▶ EXERCISE DIRECTIONS
Show all lines containing "Солнечная" from the data below.

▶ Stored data

----

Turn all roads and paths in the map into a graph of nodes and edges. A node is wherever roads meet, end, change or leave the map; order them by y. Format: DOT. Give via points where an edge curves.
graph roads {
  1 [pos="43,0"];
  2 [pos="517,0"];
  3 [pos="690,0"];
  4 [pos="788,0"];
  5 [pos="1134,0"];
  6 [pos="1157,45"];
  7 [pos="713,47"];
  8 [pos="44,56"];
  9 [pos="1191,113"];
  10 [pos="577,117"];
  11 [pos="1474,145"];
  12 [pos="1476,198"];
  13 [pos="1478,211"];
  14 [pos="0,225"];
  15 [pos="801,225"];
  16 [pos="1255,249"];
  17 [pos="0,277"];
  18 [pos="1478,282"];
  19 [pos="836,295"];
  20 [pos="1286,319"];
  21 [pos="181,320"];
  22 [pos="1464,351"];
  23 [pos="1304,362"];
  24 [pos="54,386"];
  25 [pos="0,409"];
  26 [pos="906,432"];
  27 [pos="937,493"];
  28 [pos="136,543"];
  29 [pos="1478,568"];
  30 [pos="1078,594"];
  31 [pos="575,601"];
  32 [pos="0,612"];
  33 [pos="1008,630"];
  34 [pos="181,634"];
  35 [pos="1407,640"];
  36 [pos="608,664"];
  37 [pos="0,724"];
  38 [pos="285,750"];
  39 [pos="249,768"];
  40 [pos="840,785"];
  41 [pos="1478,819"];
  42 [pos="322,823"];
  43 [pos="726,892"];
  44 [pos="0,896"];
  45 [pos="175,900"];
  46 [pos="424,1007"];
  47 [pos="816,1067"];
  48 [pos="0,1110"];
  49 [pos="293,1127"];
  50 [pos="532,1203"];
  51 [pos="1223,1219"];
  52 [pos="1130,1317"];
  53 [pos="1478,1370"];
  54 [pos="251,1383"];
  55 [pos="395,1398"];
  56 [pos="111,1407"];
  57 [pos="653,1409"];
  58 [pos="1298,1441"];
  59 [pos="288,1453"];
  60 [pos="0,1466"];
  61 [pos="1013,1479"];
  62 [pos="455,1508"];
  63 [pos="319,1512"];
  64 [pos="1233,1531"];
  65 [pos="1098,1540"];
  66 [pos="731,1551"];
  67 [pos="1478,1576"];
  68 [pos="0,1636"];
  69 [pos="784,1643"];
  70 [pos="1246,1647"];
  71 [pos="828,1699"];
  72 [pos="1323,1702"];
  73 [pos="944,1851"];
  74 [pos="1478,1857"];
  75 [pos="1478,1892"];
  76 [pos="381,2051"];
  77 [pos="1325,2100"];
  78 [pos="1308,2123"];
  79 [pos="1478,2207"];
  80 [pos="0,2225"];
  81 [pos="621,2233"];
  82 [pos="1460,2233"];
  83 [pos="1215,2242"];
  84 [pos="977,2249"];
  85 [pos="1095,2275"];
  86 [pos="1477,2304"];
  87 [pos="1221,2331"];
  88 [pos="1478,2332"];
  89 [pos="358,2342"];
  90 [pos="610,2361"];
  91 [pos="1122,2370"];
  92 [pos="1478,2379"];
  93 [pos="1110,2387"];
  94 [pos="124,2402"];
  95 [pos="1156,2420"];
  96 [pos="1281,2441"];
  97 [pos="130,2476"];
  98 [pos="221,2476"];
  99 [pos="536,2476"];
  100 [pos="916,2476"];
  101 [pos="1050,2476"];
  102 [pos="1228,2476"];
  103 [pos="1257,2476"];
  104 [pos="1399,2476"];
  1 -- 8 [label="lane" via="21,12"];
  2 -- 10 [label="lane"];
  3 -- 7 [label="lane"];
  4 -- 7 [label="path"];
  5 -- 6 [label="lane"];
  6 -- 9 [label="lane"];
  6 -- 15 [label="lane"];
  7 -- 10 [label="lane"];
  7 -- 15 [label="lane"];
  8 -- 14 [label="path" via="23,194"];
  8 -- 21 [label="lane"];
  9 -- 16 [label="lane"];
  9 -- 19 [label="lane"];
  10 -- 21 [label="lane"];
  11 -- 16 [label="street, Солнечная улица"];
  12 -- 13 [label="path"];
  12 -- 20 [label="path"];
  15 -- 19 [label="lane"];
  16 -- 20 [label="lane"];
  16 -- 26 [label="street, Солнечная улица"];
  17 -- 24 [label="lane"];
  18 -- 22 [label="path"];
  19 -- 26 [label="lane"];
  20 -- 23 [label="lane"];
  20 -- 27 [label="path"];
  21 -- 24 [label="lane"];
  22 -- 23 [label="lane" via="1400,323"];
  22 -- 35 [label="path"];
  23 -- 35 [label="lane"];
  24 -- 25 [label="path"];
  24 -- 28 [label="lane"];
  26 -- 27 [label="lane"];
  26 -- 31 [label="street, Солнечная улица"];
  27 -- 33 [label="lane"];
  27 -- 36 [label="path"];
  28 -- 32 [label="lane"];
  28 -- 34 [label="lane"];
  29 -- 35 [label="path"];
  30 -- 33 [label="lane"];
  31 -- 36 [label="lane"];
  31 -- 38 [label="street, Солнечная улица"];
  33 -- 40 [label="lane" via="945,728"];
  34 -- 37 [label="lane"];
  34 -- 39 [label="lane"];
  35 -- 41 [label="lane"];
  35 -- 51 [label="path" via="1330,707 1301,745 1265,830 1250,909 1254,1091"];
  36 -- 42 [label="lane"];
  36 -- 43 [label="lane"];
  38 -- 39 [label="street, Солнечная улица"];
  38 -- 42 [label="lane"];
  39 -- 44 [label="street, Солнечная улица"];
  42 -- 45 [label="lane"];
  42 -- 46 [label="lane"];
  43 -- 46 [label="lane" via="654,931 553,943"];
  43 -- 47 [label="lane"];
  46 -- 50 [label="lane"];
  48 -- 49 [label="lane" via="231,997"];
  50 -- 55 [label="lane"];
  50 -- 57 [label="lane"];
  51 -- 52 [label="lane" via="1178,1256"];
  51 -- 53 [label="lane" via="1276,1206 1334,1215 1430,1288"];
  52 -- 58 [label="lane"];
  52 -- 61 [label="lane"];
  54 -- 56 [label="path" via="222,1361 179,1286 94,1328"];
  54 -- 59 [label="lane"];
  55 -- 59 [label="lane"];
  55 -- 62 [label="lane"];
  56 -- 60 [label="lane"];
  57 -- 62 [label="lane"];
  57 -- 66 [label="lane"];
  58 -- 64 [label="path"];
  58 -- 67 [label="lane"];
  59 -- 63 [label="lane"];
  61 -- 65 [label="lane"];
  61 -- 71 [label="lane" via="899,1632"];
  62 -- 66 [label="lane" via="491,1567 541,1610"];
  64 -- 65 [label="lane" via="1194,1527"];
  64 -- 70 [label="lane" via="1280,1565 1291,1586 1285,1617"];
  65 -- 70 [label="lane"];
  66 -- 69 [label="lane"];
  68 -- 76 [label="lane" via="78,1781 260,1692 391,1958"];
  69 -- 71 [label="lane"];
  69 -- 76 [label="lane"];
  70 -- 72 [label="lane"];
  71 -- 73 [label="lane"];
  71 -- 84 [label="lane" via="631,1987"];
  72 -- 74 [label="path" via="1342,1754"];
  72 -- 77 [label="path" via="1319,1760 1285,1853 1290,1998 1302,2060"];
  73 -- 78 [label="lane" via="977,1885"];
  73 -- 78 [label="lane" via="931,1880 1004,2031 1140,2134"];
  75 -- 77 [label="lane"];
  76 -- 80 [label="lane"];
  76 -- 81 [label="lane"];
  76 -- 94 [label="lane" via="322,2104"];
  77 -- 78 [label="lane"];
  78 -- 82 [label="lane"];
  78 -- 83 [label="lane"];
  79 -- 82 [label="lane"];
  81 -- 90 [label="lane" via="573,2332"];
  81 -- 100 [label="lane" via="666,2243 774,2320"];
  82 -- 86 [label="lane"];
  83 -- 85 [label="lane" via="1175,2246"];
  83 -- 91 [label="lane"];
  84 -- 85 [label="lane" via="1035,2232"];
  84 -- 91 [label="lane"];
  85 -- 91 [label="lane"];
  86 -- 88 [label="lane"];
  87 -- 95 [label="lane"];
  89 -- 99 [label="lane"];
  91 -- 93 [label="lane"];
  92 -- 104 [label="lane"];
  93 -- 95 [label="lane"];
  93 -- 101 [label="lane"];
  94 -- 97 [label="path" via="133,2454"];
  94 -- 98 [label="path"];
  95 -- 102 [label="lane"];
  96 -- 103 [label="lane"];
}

----

▶ ANSWER FOR THE TASK
  11 -- 16 [label="street, Солнечная улица"];
  16 -- 26 [label="street, Солнечная улица"];
  26 -- 31 [label="street, Солнечная улица"];
  31 -- 38 [label="street, Солнечная улица"];
  38 -- 39 [label="street, Солнечная улица"];
  39 -- 44 [label="street, Солнечная улица"];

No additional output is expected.